Segment Open

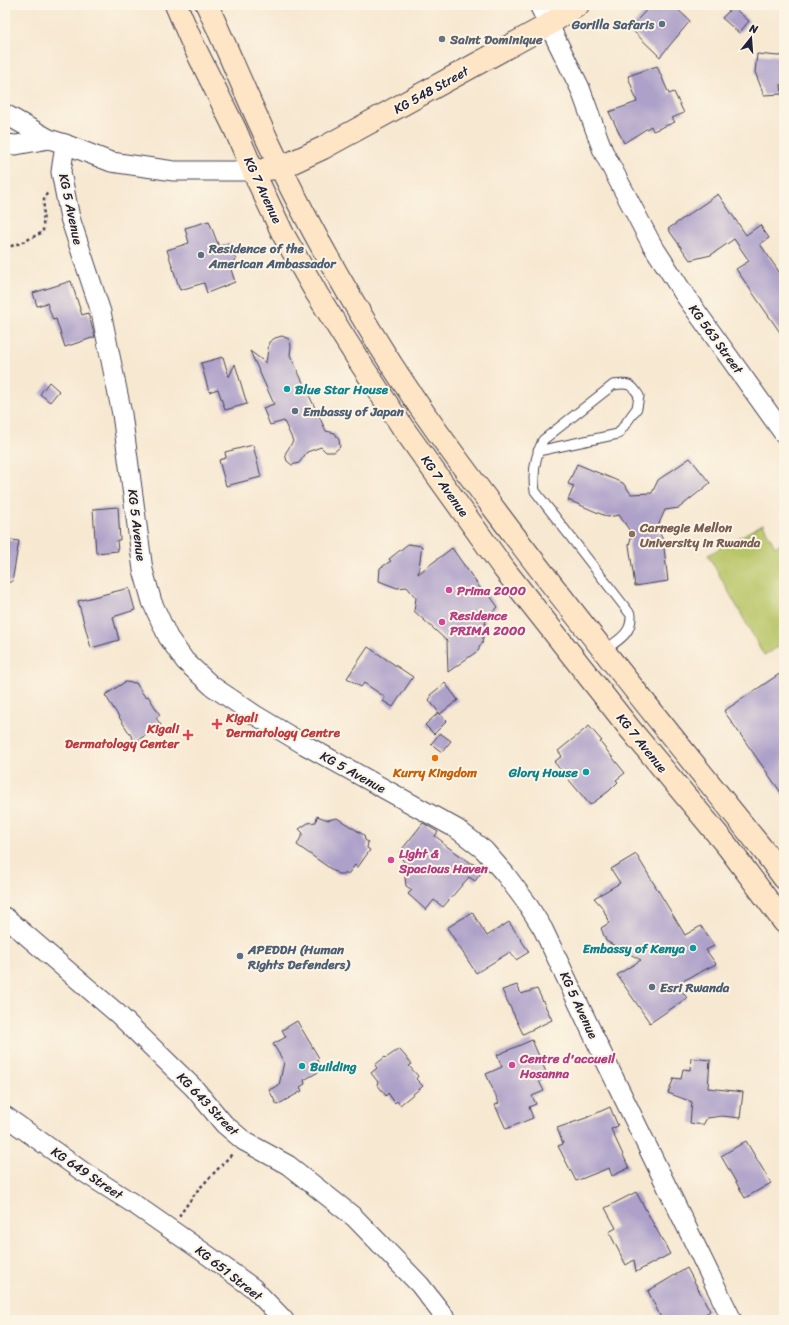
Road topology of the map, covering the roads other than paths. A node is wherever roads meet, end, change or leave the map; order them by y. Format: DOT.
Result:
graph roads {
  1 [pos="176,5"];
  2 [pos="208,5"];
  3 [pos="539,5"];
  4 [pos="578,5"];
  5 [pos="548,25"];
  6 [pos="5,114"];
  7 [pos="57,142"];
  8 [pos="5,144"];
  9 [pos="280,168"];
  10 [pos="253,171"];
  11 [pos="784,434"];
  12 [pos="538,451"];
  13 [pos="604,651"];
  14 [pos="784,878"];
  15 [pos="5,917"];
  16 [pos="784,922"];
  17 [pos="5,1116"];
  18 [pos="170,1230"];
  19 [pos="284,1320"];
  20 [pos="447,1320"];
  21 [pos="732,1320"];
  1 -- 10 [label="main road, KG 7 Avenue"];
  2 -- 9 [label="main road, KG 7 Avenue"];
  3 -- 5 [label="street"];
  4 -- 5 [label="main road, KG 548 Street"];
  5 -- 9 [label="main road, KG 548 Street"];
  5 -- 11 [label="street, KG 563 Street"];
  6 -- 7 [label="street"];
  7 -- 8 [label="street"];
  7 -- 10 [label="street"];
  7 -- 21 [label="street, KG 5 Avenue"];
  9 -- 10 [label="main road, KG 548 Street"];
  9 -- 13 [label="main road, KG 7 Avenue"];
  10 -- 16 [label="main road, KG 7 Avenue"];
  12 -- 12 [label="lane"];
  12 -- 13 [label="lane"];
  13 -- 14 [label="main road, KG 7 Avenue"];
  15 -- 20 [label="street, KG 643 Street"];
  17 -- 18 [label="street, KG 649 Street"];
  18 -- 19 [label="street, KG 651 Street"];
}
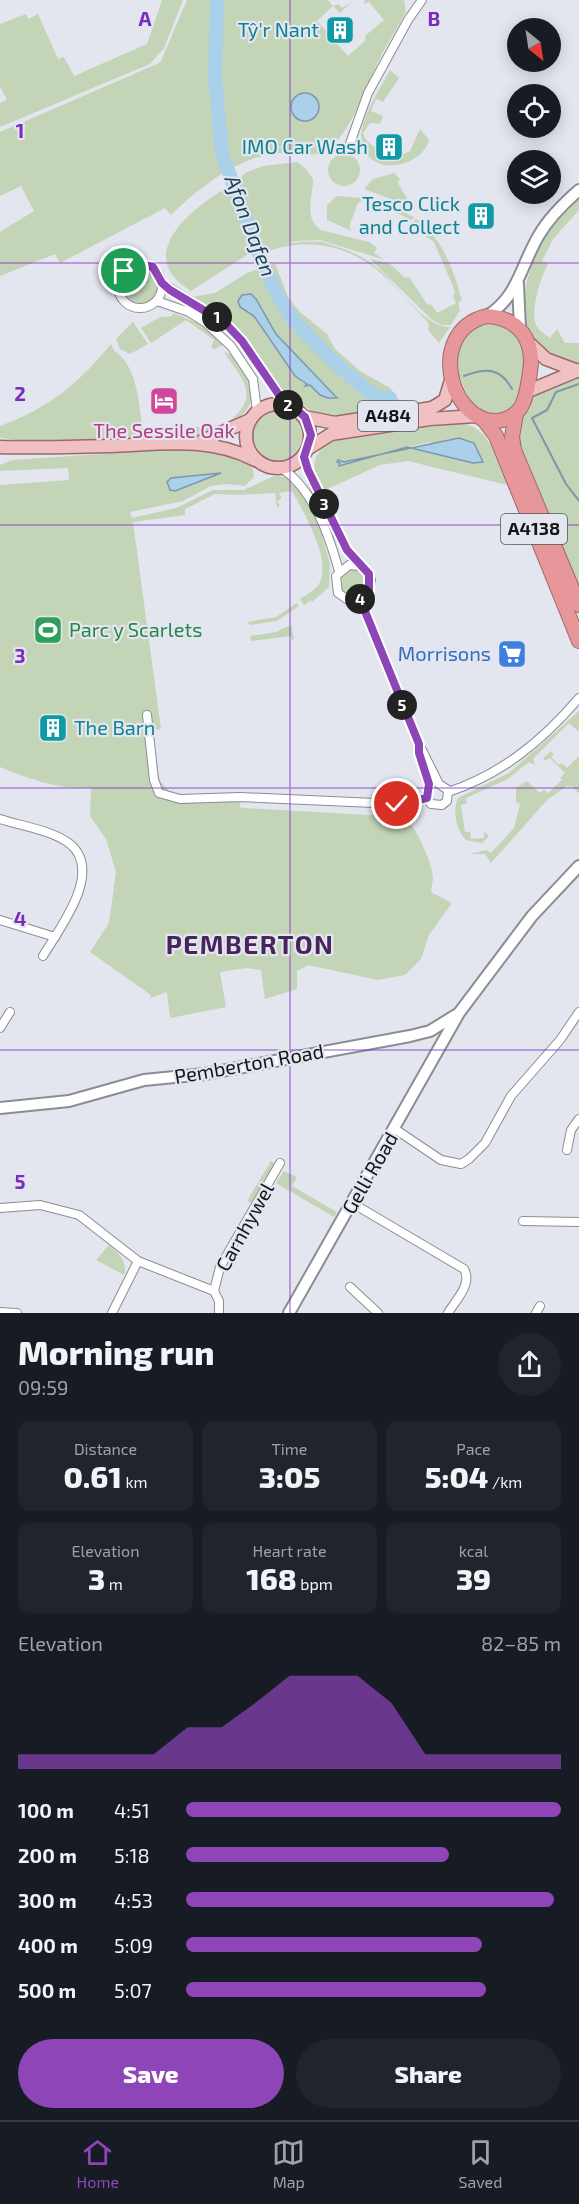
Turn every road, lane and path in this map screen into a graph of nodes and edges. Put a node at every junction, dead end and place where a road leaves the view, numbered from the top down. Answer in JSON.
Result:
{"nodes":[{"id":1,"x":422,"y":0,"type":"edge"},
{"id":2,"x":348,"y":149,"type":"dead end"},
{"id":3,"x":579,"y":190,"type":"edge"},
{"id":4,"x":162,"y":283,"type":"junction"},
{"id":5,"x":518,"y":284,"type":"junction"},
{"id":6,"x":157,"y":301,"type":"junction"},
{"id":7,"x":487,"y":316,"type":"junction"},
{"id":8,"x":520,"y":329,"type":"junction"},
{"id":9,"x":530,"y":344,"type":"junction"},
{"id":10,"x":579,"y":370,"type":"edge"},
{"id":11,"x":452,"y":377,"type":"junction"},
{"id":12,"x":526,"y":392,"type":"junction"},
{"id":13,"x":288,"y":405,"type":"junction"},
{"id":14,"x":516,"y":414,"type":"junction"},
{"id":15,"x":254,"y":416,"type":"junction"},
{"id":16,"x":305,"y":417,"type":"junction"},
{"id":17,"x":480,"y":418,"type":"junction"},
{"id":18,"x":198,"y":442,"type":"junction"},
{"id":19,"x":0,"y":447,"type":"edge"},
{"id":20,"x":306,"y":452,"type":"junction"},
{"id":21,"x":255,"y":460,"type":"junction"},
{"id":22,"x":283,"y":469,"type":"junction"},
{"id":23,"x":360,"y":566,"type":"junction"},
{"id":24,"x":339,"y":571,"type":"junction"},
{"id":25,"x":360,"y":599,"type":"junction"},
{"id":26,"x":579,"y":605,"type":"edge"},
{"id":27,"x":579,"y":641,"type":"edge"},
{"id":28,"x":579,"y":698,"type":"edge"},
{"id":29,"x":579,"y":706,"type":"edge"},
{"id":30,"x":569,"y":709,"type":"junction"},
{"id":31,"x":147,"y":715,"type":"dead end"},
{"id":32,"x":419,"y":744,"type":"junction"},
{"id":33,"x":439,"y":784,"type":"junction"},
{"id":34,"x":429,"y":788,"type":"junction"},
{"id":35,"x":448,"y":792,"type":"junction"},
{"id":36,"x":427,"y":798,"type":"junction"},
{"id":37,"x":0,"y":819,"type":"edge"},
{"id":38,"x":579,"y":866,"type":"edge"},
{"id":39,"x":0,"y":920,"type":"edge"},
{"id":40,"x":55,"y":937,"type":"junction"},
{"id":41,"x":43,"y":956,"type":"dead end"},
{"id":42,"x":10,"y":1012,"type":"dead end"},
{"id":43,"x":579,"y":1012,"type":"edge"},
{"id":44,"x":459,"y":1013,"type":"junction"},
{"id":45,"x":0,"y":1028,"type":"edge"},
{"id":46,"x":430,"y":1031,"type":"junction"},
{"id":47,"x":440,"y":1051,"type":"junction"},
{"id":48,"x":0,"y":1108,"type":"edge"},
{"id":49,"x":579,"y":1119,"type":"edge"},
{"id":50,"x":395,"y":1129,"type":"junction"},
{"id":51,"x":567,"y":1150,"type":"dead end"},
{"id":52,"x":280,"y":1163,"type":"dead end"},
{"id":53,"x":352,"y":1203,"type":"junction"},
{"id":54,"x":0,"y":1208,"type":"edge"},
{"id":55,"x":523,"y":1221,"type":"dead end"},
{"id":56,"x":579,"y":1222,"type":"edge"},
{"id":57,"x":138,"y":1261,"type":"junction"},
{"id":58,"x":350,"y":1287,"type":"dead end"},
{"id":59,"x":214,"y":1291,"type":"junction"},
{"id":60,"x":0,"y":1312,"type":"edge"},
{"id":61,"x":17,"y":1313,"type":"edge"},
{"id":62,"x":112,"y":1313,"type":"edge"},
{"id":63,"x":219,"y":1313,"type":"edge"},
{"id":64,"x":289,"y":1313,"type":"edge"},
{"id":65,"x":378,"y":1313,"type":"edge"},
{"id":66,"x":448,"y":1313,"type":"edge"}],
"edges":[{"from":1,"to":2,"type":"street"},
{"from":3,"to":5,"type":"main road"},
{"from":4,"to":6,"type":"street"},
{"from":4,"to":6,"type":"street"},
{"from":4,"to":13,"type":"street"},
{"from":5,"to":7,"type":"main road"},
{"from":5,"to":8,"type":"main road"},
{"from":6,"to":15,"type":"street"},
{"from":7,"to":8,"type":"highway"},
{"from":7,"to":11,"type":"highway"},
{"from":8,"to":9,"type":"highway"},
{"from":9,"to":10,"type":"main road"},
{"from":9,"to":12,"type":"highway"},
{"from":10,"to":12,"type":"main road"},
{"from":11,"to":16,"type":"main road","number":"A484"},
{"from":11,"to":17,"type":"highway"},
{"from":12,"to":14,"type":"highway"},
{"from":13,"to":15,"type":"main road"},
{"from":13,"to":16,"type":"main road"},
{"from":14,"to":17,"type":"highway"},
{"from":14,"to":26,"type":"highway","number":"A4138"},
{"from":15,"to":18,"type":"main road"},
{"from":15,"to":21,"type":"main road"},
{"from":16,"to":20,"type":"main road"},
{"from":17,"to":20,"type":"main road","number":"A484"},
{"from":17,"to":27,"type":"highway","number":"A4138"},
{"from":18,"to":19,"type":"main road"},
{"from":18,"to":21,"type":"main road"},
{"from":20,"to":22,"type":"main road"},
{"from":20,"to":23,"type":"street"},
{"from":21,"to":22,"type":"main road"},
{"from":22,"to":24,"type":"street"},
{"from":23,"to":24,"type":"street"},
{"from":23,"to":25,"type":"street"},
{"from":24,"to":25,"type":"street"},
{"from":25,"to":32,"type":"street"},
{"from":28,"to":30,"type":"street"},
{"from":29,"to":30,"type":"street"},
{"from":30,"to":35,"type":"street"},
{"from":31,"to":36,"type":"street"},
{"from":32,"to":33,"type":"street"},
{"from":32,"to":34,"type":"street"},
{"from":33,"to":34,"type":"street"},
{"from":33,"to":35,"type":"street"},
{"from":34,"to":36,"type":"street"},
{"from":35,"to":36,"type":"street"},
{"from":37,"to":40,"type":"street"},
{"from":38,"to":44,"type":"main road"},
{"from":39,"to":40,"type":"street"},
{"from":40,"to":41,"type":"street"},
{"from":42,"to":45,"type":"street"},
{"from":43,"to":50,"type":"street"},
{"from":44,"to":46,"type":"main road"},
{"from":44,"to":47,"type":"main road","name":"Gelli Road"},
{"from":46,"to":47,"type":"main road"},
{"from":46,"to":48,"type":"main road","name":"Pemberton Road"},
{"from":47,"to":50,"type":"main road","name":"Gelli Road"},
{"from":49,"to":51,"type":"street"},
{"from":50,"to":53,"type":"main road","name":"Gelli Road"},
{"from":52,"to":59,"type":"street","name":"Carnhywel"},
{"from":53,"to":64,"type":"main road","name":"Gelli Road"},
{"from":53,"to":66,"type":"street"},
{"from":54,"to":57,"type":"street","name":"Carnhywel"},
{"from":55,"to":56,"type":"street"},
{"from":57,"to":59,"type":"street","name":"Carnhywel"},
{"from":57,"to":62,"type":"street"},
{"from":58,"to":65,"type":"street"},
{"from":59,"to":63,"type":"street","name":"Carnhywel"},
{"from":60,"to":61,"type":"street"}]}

Segment Closed
Segment Open

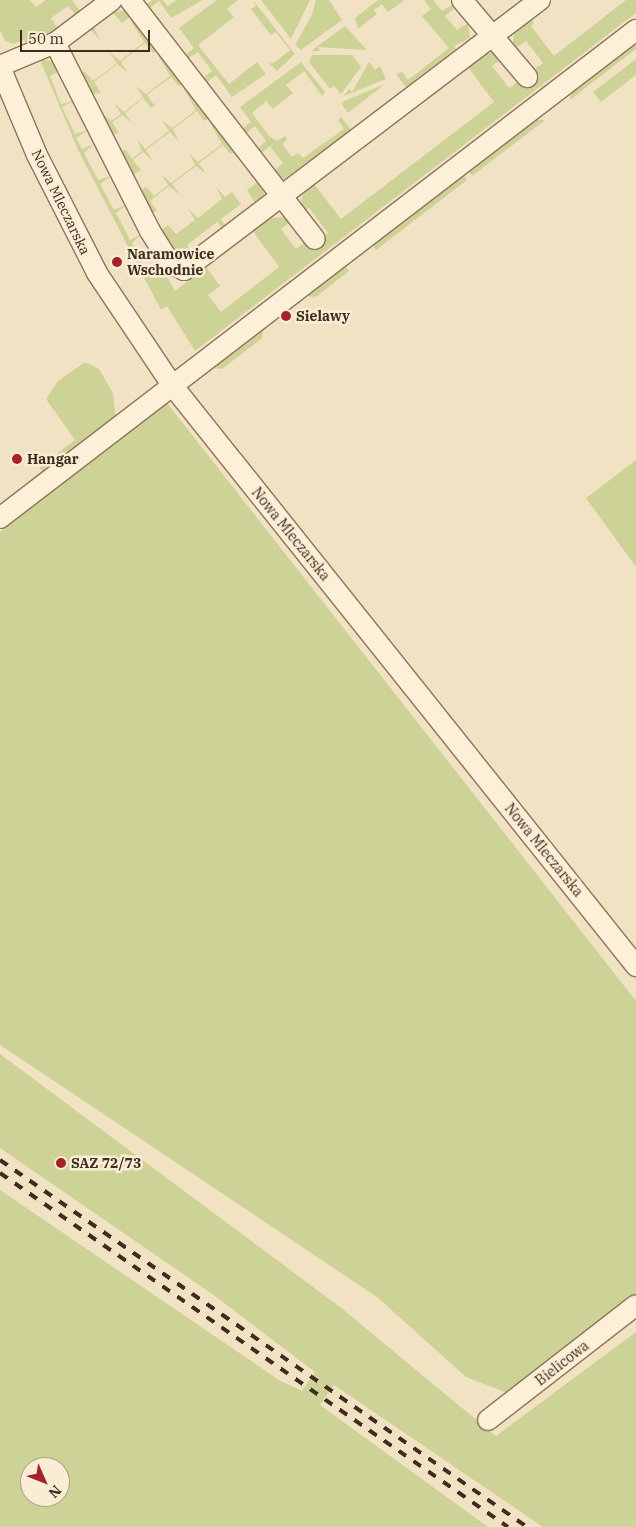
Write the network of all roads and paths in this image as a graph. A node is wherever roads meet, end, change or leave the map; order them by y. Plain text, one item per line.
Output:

Segment Closed

• **PROBLEM TO SOLVE**
Among the lines of the listing above, count those that contain "paths" and give only the count.

• **OUTPUT BELOW**
2